• Problem to solve:
Using the data below, copy out all lines with the word "Waldrand".

Stored entries
>>>>>

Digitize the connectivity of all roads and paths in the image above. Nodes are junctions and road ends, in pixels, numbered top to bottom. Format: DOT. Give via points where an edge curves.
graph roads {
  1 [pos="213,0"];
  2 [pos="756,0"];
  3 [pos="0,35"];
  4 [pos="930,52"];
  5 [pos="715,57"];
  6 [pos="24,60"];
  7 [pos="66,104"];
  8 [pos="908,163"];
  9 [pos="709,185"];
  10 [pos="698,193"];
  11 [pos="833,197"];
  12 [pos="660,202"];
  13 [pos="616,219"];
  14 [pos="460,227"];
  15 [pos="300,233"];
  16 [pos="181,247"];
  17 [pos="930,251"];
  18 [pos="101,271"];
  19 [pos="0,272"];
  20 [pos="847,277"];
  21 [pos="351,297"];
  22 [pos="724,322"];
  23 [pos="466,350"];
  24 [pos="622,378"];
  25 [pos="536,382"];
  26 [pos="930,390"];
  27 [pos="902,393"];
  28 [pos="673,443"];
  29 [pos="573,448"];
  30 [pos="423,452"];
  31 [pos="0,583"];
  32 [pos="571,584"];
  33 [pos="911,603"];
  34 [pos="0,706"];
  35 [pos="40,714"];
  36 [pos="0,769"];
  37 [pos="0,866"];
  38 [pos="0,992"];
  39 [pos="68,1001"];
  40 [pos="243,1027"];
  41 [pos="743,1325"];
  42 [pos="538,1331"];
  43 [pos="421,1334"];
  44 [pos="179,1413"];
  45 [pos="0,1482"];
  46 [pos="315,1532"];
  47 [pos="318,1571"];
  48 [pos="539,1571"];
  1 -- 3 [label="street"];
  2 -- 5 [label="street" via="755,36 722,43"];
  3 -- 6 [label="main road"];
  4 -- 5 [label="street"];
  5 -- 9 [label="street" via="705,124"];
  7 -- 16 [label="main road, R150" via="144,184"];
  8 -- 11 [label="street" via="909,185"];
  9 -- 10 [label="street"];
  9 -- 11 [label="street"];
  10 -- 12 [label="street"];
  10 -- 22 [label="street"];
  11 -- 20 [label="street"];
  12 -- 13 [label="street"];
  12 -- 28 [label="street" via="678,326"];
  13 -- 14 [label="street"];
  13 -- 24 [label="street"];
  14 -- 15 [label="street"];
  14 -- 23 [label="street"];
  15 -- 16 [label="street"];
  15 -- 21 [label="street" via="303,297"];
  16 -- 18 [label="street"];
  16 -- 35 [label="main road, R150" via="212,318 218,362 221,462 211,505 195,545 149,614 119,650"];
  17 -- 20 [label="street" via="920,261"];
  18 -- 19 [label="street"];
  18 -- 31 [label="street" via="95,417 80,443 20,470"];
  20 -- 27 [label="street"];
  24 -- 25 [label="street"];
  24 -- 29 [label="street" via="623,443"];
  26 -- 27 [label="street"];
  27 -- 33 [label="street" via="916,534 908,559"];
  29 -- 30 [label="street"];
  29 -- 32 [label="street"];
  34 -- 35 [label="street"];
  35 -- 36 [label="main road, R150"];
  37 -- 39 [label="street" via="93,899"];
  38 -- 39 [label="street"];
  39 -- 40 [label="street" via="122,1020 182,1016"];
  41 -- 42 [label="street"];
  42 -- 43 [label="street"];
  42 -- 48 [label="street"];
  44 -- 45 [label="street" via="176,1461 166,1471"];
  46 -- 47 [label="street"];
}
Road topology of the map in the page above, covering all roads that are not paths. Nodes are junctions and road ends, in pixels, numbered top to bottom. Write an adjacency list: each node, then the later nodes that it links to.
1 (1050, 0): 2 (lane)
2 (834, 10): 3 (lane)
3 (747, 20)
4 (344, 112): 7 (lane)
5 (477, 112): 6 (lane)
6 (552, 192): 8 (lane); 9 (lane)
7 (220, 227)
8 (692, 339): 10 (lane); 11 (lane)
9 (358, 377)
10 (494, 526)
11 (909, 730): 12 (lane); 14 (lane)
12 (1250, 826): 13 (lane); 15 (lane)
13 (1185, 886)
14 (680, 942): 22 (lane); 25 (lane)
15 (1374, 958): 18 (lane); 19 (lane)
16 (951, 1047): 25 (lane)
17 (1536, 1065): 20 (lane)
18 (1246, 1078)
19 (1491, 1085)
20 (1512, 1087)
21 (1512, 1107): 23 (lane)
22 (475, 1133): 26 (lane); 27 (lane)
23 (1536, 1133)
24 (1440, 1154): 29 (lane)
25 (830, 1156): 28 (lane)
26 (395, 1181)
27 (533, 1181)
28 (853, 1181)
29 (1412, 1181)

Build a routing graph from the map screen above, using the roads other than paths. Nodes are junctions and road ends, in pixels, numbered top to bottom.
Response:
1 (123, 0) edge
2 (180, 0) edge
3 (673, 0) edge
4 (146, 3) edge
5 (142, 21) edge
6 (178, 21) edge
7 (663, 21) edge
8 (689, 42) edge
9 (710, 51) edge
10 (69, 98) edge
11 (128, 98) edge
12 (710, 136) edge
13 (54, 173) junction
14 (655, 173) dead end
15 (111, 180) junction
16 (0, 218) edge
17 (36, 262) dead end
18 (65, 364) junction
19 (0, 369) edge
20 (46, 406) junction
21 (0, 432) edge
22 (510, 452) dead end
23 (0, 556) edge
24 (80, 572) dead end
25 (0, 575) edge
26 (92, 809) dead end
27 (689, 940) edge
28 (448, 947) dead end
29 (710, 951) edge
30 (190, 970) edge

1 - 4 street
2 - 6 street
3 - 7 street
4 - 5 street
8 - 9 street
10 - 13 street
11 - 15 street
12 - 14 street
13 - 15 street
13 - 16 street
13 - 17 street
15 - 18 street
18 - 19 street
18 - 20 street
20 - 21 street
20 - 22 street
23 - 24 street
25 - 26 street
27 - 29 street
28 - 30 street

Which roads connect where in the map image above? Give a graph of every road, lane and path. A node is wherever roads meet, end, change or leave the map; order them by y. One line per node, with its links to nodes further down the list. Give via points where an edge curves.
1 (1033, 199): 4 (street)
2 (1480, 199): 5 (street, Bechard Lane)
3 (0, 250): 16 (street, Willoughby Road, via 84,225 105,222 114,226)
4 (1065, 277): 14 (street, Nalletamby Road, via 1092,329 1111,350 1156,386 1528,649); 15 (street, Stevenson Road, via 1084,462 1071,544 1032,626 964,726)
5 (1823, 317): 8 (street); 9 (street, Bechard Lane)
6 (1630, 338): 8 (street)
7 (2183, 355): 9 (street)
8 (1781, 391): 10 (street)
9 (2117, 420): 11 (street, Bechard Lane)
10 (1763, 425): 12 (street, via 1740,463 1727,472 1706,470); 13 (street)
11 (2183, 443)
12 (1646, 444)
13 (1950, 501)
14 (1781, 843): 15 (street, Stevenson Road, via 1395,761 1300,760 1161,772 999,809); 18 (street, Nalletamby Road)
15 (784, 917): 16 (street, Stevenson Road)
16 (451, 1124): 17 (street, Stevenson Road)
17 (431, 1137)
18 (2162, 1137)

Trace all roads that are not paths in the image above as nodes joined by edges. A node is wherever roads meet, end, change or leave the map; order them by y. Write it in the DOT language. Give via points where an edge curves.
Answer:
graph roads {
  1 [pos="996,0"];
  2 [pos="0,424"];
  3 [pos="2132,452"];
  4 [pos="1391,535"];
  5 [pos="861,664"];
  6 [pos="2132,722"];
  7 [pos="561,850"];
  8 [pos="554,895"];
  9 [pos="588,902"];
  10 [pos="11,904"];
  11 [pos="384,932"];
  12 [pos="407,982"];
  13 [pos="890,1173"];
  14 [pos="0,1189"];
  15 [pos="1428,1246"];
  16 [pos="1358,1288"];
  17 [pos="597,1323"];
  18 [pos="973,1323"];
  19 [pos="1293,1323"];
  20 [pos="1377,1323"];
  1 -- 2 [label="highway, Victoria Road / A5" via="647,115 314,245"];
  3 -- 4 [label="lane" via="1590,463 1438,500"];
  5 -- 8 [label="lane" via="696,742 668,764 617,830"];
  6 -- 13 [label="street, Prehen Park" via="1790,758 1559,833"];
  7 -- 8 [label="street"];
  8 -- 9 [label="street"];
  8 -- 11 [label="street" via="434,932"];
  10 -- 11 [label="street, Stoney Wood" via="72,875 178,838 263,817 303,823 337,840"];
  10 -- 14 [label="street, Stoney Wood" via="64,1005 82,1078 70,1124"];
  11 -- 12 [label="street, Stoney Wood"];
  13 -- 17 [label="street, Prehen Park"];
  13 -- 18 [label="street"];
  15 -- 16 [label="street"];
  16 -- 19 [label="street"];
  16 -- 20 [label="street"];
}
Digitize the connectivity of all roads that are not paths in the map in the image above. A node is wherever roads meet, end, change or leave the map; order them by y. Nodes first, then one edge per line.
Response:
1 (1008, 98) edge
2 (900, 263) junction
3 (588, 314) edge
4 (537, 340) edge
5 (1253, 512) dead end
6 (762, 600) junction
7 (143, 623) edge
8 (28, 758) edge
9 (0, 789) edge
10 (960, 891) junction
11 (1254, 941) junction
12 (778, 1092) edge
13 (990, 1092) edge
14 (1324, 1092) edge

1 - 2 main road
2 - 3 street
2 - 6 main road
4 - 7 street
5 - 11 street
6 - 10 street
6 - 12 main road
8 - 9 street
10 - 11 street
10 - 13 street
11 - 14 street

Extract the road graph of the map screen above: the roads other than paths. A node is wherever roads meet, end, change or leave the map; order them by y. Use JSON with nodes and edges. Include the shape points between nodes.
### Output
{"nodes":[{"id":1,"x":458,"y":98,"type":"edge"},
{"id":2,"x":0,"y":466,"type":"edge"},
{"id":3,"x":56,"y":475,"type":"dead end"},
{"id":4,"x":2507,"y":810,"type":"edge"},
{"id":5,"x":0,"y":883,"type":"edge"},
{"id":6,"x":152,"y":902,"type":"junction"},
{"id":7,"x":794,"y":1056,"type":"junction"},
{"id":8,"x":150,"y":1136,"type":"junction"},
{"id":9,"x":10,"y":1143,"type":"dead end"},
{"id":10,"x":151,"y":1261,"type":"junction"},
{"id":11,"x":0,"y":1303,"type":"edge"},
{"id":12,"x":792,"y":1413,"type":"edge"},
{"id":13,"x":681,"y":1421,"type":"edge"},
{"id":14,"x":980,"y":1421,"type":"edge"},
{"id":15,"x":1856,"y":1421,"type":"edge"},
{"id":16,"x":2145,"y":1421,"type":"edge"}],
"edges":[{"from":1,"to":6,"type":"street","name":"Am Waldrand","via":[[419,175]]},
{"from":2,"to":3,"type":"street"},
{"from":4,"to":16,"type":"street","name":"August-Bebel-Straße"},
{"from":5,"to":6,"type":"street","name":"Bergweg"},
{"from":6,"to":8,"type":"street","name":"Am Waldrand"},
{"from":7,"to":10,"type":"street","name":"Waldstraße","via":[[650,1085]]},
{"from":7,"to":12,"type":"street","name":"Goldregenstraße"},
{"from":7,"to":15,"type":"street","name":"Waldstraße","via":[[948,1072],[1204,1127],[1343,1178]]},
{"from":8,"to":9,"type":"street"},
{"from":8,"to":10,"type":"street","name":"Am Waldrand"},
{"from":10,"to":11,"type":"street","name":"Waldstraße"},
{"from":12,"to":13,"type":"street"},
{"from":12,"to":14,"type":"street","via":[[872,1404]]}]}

<<<<<

• Reply:
"edges":[{"from":1,"to":6,"type":"street","name":"Am Waldrand","via":[[419,175]]},
{"from":6,"to":8,"type":"street","name":"Am Waldrand"},
{"from":8,"to":10,"type":"street","name":"Am Waldrand"},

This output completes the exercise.